Heineken to Remove Food Coloring Carcinogen from Newcastle Brown Ale

Concerns over the production of a potential carcinogen have led Heineken to reformulate the recipe for Newcastle Brown Ale

Photo Sasabune Omakase Modified: Flickr/erin/CC 4.0

A spokesperson for Heineken confirmed that the company would no longer use caramel food coloring, the source of a potential cancer-causing agent. 

In response to mounting pressure from American consumer groups, Heineken has announced that it will change the recipe for Newcastle Brown Ale, replacing its caramel food coloring with roasted malts, according to The Telegraph.

Consumer concern surrounds the use of caramel food coloring in Newcastle’s recipe, the manufacturing of which results in the natural production of 4-methylimidazole (4-MEI), a chemical compound that has been identified as a potential carcinogen by the National Toxicology Program.

Similar efforts from consumer groups have also prompted beverage giants Coca-Cola and Pepsi to reduce their levels of 4-MEI.

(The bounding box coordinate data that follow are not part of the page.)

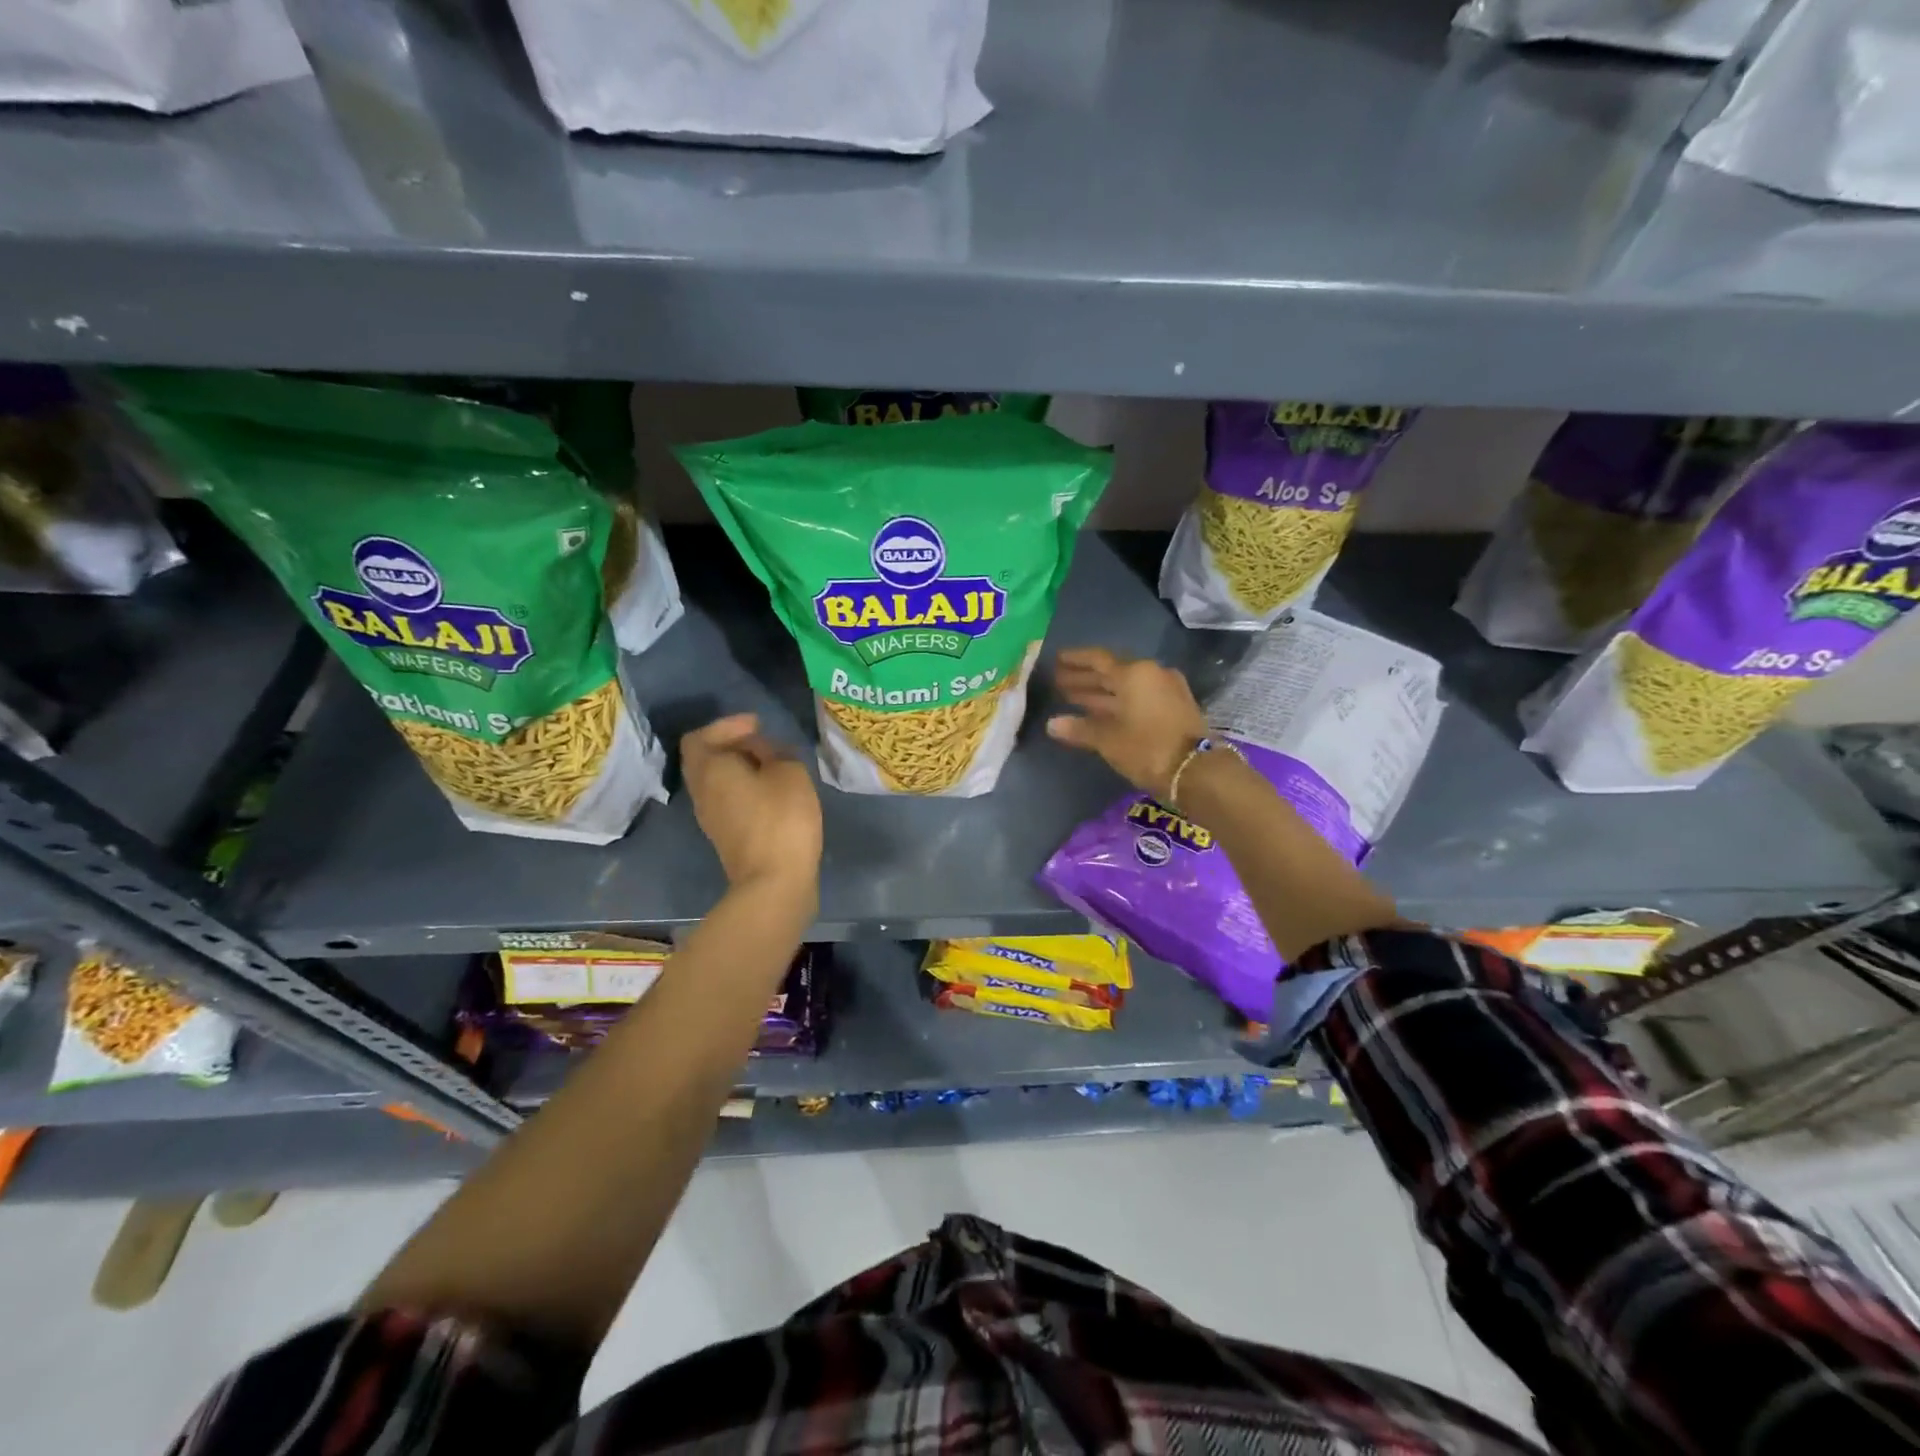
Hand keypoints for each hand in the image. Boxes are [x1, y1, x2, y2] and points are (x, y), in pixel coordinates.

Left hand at [680, 715, 822, 895]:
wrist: (774, 882)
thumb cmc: (781, 818)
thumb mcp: (790, 772)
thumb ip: (774, 752)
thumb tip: (762, 752)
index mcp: (709, 769)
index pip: (700, 737)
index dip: (726, 725)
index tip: (758, 725)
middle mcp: (701, 792)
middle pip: (705, 759)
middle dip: (732, 746)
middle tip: (764, 742)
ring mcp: (711, 818)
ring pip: (717, 781)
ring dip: (740, 768)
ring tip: (773, 765)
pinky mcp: (726, 836)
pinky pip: (728, 800)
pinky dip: (745, 788)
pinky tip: (773, 791)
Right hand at [1046, 648, 1207, 801]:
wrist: (1198, 771)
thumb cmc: (1147, 748)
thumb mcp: (1108, 740)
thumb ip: (1079, 729)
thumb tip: (1052, 724)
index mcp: (1134, 673)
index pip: (1097, 659)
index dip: (1075, 660)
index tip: (1056, 660)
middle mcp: (1151, 674)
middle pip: (1111, 672)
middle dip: (1084, 678)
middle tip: (1058, 682)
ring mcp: (1166, 690)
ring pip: (1125, 687)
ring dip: (1099, 693)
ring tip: (1071, 698)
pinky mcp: (1175, 707)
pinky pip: (1138, 698)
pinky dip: (1117, 703)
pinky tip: (1099, 714)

Currently, both the European Food Safety Authority and the FDA have determined that consumption of the chemical is safe under current guidelines, though the state of California has added 4-MEI to its list of known carcinogens.

A spokesperson for Heineken confirmed to The Telegraph that the company would stop using caramel food coloring in its formula for Newcastle.

“The amount used in Newcastle Brown Ale is well within the recommended safe levels set by these bodies, said a spokesperson for Heineken. “However, we listened to consumer concerns that have been expressed, particularly in the USA, and chose to review our recipe. We will now achieve the distinctive coloring and flavour of Newcastle Brown Ale that our consumers enjoy, by using roasted malts instead.”